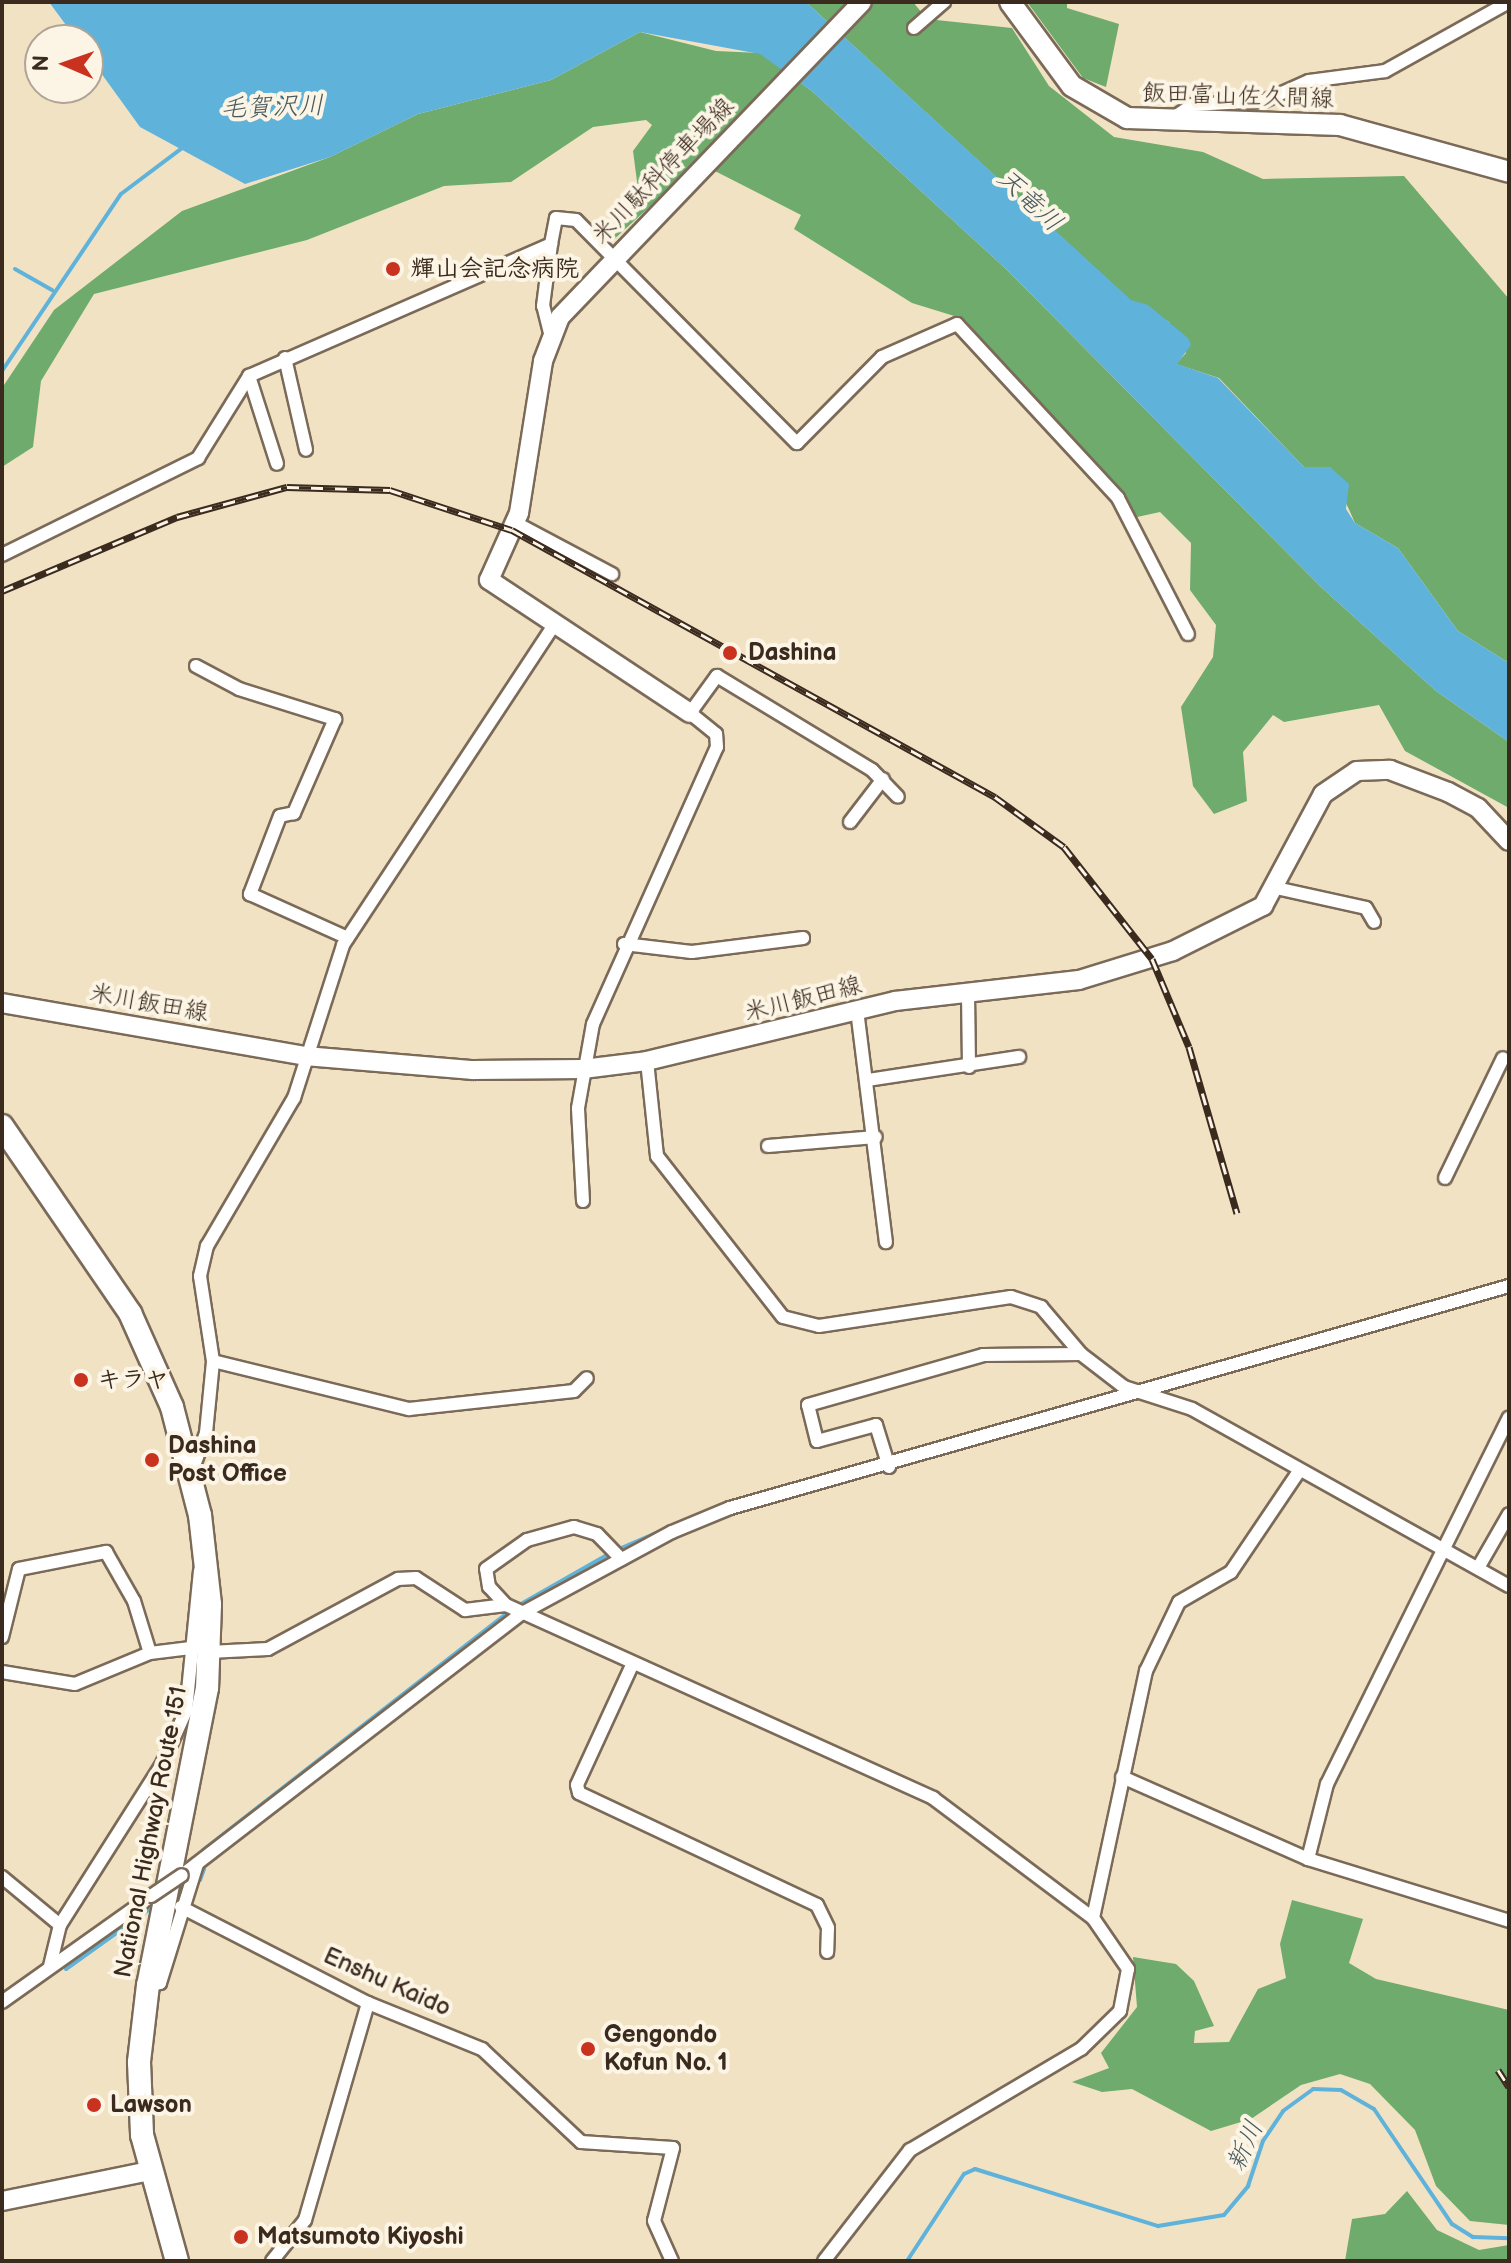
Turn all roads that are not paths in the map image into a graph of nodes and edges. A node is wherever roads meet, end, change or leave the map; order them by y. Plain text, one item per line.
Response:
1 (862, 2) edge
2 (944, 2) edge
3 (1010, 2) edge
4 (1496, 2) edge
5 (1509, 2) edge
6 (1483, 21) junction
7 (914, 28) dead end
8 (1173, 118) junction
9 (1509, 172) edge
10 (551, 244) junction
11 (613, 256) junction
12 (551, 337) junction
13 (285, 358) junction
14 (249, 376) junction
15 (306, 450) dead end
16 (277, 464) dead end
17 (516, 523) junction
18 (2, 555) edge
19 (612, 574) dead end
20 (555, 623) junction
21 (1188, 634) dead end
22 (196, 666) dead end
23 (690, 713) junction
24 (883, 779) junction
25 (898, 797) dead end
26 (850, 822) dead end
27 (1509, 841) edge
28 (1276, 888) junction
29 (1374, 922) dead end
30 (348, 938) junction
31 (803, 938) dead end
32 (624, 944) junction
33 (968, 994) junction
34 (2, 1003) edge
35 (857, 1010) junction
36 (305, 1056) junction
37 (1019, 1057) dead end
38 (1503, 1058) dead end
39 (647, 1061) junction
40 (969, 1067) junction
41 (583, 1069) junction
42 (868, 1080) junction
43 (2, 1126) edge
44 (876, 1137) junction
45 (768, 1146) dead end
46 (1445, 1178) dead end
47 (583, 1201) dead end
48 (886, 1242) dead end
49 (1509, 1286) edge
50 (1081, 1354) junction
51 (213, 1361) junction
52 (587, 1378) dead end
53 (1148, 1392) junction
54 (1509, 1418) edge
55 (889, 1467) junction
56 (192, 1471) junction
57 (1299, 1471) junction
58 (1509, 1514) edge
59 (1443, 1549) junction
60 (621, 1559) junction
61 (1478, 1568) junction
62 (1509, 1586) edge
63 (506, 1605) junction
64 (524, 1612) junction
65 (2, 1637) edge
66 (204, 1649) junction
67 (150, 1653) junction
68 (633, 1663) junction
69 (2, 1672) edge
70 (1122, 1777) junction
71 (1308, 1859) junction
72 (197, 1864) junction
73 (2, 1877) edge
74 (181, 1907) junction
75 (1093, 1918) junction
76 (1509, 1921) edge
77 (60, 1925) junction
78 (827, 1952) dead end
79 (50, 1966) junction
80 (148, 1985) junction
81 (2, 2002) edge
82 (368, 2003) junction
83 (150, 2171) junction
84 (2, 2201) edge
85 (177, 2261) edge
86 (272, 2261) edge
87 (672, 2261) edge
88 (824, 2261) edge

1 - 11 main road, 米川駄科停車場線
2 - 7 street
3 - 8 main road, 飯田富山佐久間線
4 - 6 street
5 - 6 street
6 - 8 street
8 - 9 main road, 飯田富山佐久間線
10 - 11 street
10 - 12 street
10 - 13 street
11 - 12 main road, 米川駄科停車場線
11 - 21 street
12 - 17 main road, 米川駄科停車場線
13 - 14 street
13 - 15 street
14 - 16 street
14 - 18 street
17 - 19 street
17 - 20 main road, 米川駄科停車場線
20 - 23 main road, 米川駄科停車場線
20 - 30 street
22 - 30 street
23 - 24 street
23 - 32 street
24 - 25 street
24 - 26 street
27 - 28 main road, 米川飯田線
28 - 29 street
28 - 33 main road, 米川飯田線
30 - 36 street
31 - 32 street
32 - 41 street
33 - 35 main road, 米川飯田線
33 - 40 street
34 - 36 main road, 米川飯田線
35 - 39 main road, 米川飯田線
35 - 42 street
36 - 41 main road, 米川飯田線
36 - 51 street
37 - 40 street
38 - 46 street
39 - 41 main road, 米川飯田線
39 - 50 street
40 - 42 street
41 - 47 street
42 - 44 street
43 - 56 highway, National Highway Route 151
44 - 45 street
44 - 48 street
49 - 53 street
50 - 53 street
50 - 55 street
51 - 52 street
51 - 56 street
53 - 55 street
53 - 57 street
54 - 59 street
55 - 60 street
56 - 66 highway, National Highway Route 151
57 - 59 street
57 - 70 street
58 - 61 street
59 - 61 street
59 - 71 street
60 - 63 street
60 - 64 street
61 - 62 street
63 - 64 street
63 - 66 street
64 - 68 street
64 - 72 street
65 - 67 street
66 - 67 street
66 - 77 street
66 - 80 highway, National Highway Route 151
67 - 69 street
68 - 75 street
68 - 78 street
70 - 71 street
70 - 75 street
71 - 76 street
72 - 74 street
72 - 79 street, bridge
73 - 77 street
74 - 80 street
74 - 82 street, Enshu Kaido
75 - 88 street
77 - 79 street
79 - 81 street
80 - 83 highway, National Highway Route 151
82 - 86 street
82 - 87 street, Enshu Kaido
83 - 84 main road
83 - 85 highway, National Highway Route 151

## WORK REQUIRED:
Scan each line of the entries above for the word "highway" and report how many lines contain it, with nothing else.

## SOLUTION TO THE EXERCISE:
5